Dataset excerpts
──────
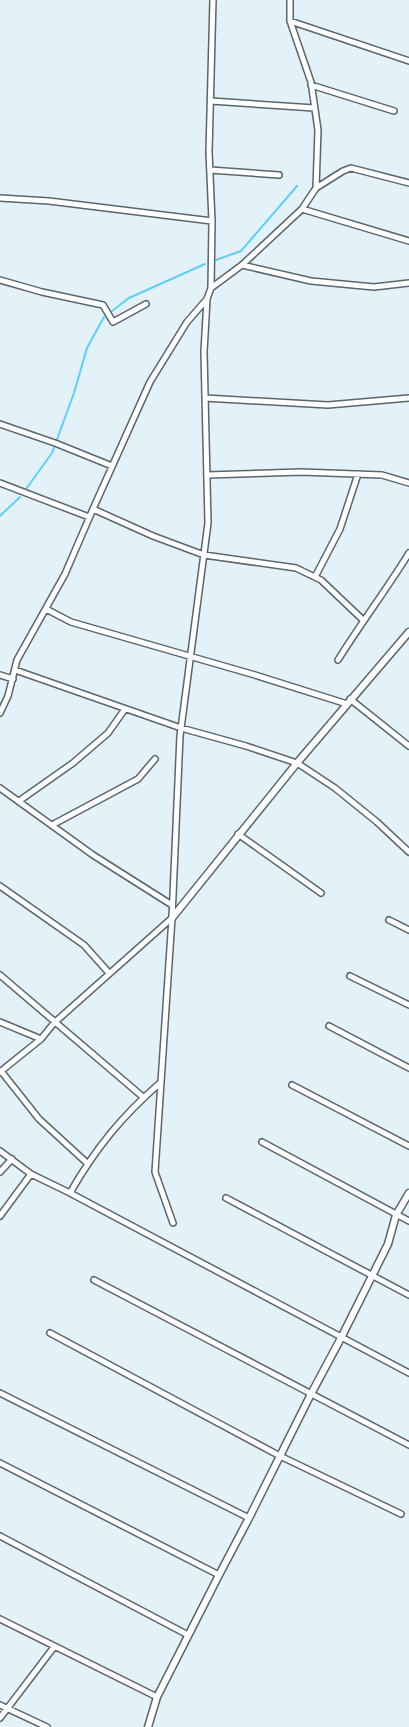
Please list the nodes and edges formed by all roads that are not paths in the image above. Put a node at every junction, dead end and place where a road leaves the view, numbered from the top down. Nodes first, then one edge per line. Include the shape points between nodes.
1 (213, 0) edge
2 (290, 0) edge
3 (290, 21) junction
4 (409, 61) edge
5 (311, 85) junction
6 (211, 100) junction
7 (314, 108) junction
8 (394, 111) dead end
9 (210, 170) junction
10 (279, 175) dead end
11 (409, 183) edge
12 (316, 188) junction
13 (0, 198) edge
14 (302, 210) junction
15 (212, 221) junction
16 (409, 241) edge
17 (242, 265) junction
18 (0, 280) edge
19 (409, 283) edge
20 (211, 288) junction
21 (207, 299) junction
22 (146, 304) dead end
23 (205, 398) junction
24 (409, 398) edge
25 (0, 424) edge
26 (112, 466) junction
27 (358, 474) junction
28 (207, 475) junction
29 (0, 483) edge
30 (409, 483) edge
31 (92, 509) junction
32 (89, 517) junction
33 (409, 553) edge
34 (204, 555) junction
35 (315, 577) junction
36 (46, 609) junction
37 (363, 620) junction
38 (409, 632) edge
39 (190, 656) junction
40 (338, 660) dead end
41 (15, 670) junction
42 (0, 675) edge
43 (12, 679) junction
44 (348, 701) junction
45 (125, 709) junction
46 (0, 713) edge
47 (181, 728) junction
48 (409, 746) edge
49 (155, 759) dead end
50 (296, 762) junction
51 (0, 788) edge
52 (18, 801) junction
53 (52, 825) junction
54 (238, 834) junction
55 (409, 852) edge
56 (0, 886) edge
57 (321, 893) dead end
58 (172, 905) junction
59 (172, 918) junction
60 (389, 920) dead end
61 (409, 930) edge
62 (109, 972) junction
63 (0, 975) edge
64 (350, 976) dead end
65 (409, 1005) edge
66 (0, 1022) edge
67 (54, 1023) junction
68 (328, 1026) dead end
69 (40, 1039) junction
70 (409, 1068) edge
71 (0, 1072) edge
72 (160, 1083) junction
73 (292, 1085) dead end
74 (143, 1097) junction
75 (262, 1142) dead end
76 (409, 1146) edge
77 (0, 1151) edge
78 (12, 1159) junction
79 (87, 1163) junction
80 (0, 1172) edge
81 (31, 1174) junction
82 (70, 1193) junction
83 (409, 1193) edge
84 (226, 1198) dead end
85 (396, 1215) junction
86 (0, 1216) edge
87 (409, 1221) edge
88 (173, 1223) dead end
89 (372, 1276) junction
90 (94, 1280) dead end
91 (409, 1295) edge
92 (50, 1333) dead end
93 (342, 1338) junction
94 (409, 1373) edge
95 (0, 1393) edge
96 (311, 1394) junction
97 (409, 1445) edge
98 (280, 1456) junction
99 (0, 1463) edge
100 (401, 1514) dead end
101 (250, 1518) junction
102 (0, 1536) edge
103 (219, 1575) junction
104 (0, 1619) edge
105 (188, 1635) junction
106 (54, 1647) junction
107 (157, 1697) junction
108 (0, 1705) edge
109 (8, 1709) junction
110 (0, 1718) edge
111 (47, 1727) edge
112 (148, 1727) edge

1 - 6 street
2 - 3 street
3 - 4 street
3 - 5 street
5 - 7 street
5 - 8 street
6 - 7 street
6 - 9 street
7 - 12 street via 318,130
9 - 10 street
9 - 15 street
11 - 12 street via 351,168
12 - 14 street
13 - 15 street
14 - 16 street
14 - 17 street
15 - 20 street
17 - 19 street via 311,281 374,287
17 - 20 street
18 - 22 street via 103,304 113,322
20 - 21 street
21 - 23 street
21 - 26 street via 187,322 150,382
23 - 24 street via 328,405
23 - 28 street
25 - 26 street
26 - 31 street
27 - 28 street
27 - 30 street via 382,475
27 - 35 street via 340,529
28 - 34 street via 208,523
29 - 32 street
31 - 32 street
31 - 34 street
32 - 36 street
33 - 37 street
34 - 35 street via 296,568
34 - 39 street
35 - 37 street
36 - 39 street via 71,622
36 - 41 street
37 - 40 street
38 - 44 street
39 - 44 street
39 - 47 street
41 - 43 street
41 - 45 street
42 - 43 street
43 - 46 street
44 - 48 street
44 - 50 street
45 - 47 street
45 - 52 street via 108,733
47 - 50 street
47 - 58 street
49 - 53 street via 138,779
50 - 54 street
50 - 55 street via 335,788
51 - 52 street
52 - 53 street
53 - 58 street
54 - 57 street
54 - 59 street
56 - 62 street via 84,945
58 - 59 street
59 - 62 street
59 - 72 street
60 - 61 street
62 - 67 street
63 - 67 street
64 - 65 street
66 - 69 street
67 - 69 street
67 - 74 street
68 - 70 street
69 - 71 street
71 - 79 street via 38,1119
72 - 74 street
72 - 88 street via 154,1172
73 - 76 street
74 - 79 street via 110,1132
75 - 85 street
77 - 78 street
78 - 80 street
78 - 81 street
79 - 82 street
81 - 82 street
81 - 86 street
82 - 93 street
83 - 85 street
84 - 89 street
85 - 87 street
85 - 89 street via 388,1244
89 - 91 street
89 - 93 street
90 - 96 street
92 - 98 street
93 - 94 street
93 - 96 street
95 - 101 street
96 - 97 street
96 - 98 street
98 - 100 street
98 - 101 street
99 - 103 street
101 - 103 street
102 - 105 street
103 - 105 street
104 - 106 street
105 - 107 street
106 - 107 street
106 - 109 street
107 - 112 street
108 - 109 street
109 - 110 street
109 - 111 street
──────
- [Problem to solve]:
Output each of the lines above exactly, apart from the images.

- [Result of the exercise]:
Please list the nodes and edges formed by all roads that are not paths in the image above. Put a node at every junction, dead end and place where a road leaves the view, numbered from the top down. Nodes first, then one edge per line. Include the shape points between nodes.
1 (213, 0) edge
2 (290, 0) edge
3 (290, 21) junction
4 (409, 61) edge
5 (311, 85) junction
6 (211, 100) junction
7 (314, 108) junction
8 (394, 111) dead end
9 (210, 170) junction
10 (279, 175) dead end
11 (409, 183) edge
12 (316, 188) junction
13 (0, 198) edge
14 (302, 210) junction
15 (212, 221) junction
16 (409, 241) edge
17 (242, 265) junction
18 (0, 280) edge
19 (409, 283) edge
20 (211, 288) junction
21 (207, 299) junction
22 (146, 304) dead end
23 (205, 398) junction
24 (409, 398) edge
25 (0, 424) edge
26 (112, 466) junction
27 (358, 474) junction
28 (207, 475) junction
29 (0, 483) edge
30 (409, 483) edge
31 (92, 509) junction
32 (89, 517) junction
33 (409, 553) edge
34 (204, 555) junction
35 (315, 577) junction
36 (46, 609) junction
37 (363, 620) junction
38 (409, 632) edge
39 (190, 656) junction
40 (338, 660) dead end
41 (15, 670) junction
42 (0, 675) edge
43 (12, 679) junction
44 (348, 701) junction
45 (125, 709) junction
46 (0, 713) edge
47 (181, 728) junction
48 (409, 746) edge
49 (155, 759) dead end
50 (296, 762) junction
51 (0, 788) edge
52 (18, 801) junction
53 (52, 825) junction
54 (238, 834) junction
55 (409, 852) edge
56 (0, 886) edge
57 (321, 893) dead end
58 (172, 905) junction
59 (172, 918) junction
60 (389, 920) dead end
61 (409, 930) edge
62 (109, 972) junction
63 (0, 975) edge
64 (350, 976) dead end
65 (409, 1005) edge
66 (0, 1022) edge
67 (54, 1023) junction
68 (328, 1026) dead end
69 (40, 1039) junction
70 (409, 1068) edge
71 (0, 1072) edge
72 (160, 1083) junction
73 (292, 1085) dead end
74 (143, 1097) junction
75 (262, 1142) dead end
76 (409, 1146) edge
77 (0, 1151) edge
78 (12, 1159) junction
79 (87, 1163) junction
80 (0, 1172) edge
81 (31, 1174) junction
82 (70, 1193) junction
83 (409, 1193) edge
84 (226, 1198) dead end
85 (396, 1215) junction
86 (0, 1216) edge
87 (409, 1221) edge
88 (173, 1223) dead end
89 (372, 1276) junction
90 (94, 1280) dead end
91 (409, 1295) edge
92 (50, 1333) dead end
93 (342, 1338) junction
94 (409, 1373) edge
95 (0, 1393) edge
96 (311, 1394) junction
97 (409, 1445) edge
98 (280, 1456) junction
99 (0, 1463) edge
100 (401, 1514) dead end
101 (250, 1518) junction
102 (0, 1536) edge
103 (219, 1575) junction
104 (0, 1619) edge
105 (188, 1635) junction
106 (54, 1647) junction
107 (157, 1697) junction
108 (0, 1705) edge
109 (8, 1709) junction
110 (0, 1718) edge
111 (47, 1727) edge
112 (148, 1727) edge

1 - 6 street
2 - 3 street
3 - 4 street
3 - 5 street
5 - 7 street
5 - 8 street
6 - 7 street
6 - 9 street
7 - 12 street via 318,130
9 - 10 street
9 - 15 street
11 - 12 street via 351,168
12 - 14 street
13 - 15 street
14 - 16 street
14 - 17 street
15 - 20 street
17 - 19 street via 311,281 374,287
17 - 20 street
18 - 22 street via 103,304 113,322
20 - 21 street
21 - 23 street
21 - 26 street via 187,322 150,382
23 - 24 street via 328,405
23 - 28 street
25 - 26 street
26 - 31 street
27 - 28 street
27 - 30 street via 382,475
27 - 35 street via 340,529
28 - 34 street via 208,523
29 - 32 street
31 - 32 street
31 - 34 street
32 - 36 street
33 - 37 street
34 - 35 street via 296,568
34 - 39 street
35 - 37 street
36 - 39 street via 71,622
36 - 41 street
37 - 40 street
38 - 44 street
39 - 44 street
39 - 47 street
41 - 43 street
41 - 45 street
42 - 43 street
43 - 46 street
44 - 48 street
44 - 50 street
45 - 47 street
45 - 52 street via 108,733
47 - 50 street
47 - 58 street
49 - 53 street via 138,779
50 - 54 street
50 - 55 street via 335,788
51 - 52 street
52 - 53 street
53 - 58 street
54 - 57 street
54 - 59 street
56 - 62 street via 84,945
58 - 59 street
59 - 62 street
59 - 72 street
60 - 61 street
62 - 67 street
63 - 67 street
64 - 65 street
66 - 69 street
67 - 69 street
67 - 74 street
68 - 70 street
69 - 71 street
71 - 79 street via 38,1119
72 - 74 street
72 - 88 street via 154,1172
73 - 76 street
74 - 79 street via 110,1132
75 - 85 street
77 - 78 street
78 - 80 street
78 - 81 street
79 - 82 street
81 - 82 street
81 - 86 street
82 - 93 street
83 - 85 street
84 - 89 street
85 - 87 street
85 - 89 street via 388,1244
89 - 91 street
89 - 93 street
90 - 96 street
92 - 98 street
93 - 94 street
93 - 96 street
95 - 101 street
96 - 97 street
96 - 98 street
98 - 100 street
98 - 101 street
99 - 103 street
101 - 103 street
102 - 105 street
103 - 105 street
104 - 106 street
105 - 107 street
106 - 107 street
106 - 109 street
107 - 112 street
108 - 109 street
109 - 110 street
109 - 111 street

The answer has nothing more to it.